Author: Chris Lattner Date: Jan 31, 2025 Status: Implemented, complete
As Mojo has evolved, we’ve continued to push for a design where builtin
primitives are represented with user-defined types, instead of raw MLIR types
directly. This started back in the day by wrapping __mlirtype.i1 with Bool
and __mlirtype.index with Int and more recently by wrapping
__mlirtype.origin<..> with Origin. This approach has a number of
advantages:
- This allows us to use methods on the library defined types to define
operators that apply to it, e.g.
__and__forBoolandInt. - This is much easier to write and works with name lookup properly.
- This moves MLIR types into being “implementation details of the standard library” rather than user-exposed types.
Overall, this has been a great result, part of the “Mojo is syntax sugar for MLIR”.
However, recent engineering discussions have shown a weakness with this approach, Stephen recently pointed out:
One high level Q, I think a lot of the parameter pain is derived from primitive structures like Int and Bool being custom types. It means they become function calls in the IR and its a struggle to simplify. It seems like maybe we should revisit these being in the library and just have a small set of compiler builtin types for things like Bool.
It would be very sad to have another parallel universe for “compiler builtin” types that are neither Int nor the existing MLIR types! That said, he’s got a really great point, and we’re accumulating a small collection of hacks to work around the problems.
There are several challenges that occur when these types are used in symbolic parameter expressions. What is an example? Consider the result type of:
fn widen[dt: DType, n: Int](a: SIMD[dt, n], b: SIMD[dt, n]) -> SIMD[dt, n+n]:The result type ends up being represented as SIMD[dt, Int.__add__(n, n)].
This expression cannot be folded or parameter inlined at parse time (because n
is not a simple constant), so we end up representing the call to Int.__add__
symbolicly through elaboration time.
This is nice and flexible and general, a core part of the full-general comptime
model that Mojo provides, but it poises a number of problems for the core types
like Int and Bool and Origin that Stephen is pointing out. A few example
problems:
-
✅ This causes significant IR bloat that annoys compiler developers because a call to
Int.__add__is far more verbose than aPOC::Addwith its sugared form. -
✅ Underlying dialects like KGEN have symbolic optimizations for core types. In this example, it would canonicalization “n+n” to “2*n” and these canonical forms are important to reduce rebinds.
-
✅ We have complicated and fragile logic to work around this in the case when the operands are “simple constants” (see
inlineFunctionCallIntoPValueIfPossibleand transitive code it calls, shudder) which has lots of problems, e.g. it completely fails on parametric function calls. -
✅ Because that doesn’t work on parametric function calls, we get further hacks like
tryOriginInitFoldwhich special casesOrigin.__init__because Origin is a parametric struct, and we need low-level canonical!lit.originvalues for internal reasons. -
✅ We have other hacks like
refineResultValue.

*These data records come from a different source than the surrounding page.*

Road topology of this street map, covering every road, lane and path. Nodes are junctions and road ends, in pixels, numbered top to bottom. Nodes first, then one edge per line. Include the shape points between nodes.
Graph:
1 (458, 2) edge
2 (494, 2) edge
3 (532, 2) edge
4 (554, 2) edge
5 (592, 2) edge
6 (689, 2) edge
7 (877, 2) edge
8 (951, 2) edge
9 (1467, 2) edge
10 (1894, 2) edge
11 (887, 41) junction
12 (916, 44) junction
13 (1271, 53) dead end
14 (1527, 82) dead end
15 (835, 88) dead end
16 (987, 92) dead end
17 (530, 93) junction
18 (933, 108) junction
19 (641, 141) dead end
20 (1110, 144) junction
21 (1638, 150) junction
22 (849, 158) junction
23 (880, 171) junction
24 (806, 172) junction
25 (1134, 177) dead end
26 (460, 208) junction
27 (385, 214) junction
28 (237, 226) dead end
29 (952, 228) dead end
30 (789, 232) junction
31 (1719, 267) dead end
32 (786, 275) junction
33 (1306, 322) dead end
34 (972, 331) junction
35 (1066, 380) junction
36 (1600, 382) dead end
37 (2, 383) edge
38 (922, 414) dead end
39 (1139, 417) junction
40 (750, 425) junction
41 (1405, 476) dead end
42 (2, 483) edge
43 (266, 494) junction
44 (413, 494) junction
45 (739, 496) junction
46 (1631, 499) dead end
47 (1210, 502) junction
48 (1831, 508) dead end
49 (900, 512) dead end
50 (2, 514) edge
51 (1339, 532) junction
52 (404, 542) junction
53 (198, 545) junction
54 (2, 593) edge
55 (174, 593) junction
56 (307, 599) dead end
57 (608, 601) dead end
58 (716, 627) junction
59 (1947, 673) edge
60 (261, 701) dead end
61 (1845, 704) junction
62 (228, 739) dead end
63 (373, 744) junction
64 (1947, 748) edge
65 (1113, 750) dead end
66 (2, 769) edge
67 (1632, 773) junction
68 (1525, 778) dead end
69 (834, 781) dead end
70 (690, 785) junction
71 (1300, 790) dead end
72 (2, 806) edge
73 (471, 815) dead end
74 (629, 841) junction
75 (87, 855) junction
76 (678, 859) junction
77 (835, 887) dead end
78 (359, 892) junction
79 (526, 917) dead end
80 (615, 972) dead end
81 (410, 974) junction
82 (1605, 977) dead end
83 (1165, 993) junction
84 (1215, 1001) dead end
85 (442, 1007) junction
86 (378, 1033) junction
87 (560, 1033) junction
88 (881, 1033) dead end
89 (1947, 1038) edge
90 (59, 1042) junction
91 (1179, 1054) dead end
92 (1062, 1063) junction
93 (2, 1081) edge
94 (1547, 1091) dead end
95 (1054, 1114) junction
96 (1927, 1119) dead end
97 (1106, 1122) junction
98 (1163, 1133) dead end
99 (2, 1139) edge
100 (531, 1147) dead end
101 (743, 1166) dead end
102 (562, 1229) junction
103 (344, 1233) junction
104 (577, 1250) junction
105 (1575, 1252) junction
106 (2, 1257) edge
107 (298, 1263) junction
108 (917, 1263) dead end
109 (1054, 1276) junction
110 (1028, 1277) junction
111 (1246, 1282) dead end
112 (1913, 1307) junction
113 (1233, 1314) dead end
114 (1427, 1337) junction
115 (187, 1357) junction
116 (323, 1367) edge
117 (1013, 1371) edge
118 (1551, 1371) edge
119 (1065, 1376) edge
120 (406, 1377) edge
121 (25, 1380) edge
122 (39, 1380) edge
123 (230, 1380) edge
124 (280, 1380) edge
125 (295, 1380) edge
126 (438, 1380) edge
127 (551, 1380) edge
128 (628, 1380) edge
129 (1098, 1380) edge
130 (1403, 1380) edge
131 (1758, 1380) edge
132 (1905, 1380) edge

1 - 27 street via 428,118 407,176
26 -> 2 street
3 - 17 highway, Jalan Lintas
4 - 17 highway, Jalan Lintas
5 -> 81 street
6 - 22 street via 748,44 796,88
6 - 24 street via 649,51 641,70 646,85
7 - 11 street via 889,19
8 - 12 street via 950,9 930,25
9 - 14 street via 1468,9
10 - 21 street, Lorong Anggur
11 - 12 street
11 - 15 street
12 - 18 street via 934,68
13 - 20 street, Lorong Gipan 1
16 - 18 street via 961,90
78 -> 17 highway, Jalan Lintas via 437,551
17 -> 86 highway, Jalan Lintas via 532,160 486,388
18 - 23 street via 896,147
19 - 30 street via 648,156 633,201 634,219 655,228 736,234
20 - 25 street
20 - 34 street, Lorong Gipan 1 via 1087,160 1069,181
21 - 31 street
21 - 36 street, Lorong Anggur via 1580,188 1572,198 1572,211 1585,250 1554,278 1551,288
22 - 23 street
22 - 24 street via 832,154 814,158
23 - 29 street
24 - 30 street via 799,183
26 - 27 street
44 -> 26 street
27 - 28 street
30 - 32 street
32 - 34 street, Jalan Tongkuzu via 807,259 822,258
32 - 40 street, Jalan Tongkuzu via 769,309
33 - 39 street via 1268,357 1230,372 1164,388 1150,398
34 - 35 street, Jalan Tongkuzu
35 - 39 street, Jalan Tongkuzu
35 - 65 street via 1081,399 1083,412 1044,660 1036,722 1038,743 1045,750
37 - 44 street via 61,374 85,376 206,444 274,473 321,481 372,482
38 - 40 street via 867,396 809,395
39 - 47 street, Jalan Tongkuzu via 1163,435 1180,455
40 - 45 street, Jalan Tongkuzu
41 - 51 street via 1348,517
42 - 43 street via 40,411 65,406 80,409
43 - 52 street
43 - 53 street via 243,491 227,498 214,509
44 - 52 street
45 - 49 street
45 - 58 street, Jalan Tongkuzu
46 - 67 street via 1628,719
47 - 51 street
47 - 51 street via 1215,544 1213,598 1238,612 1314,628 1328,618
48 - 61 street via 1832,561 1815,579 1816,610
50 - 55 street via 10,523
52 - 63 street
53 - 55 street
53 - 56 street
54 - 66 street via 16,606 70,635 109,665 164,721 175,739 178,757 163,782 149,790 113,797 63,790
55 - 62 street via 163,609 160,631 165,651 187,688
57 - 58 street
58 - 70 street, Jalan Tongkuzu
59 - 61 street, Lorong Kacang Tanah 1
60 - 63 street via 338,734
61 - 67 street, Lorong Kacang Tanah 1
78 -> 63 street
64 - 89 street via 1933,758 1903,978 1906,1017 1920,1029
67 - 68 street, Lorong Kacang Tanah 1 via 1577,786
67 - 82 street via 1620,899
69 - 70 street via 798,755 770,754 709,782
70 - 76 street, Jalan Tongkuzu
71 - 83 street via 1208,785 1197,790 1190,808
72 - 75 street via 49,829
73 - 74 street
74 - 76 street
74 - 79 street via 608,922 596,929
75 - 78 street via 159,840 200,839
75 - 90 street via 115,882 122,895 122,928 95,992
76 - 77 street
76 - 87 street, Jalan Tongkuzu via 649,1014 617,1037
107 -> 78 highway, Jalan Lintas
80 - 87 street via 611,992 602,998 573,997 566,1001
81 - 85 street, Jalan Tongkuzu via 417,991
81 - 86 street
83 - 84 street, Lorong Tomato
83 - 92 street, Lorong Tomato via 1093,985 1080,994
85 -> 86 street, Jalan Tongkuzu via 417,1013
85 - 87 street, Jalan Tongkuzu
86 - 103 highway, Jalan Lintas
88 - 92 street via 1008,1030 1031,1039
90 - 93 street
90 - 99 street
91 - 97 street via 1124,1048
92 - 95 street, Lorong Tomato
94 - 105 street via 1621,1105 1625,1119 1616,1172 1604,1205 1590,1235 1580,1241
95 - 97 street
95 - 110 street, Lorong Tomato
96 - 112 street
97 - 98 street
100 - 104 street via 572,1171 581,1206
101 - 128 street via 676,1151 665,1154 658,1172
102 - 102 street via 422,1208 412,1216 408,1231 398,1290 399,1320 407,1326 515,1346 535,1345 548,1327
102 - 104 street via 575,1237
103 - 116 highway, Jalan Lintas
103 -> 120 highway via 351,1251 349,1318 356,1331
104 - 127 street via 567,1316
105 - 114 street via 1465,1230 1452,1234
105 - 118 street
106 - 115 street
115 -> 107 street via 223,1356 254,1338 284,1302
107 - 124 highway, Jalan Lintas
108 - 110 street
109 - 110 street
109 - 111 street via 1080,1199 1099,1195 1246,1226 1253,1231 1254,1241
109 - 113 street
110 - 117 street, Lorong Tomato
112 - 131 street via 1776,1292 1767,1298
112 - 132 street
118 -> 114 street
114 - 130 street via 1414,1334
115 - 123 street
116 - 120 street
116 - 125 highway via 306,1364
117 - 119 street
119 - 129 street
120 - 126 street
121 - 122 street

This was added long ago when we were first bringing up dependent types and it shouldn’t be needed. It serves to handle things like the example below. We wantxto have typeSIMD[dt2, 8]instead ofSIMD[dt, Int.add(4, 4)]. The formal type maintains the apply expression, so it goes through and does a rebind to get it out of the way, reflecting the additional information we have in the call site. If we modeled this correctly, this would all happen automatically and no rebind would be needed:fn example[dt2: DType](a: SIMD[dt2, 4]): var x = widen(a, a)
-
✅ Generally anything that uses the comptime interpreter at parse time is wrong because the IR hasn't been lowered through CF lowering and CheckLifetimes. We need to get off of this for dependent type support.
To summarize, Mojo has worked this way for a very long time, but there are too many design smells adding up to there being a problem. I would love to resolve this once and for all and I think one simple solution will resolve all this mess.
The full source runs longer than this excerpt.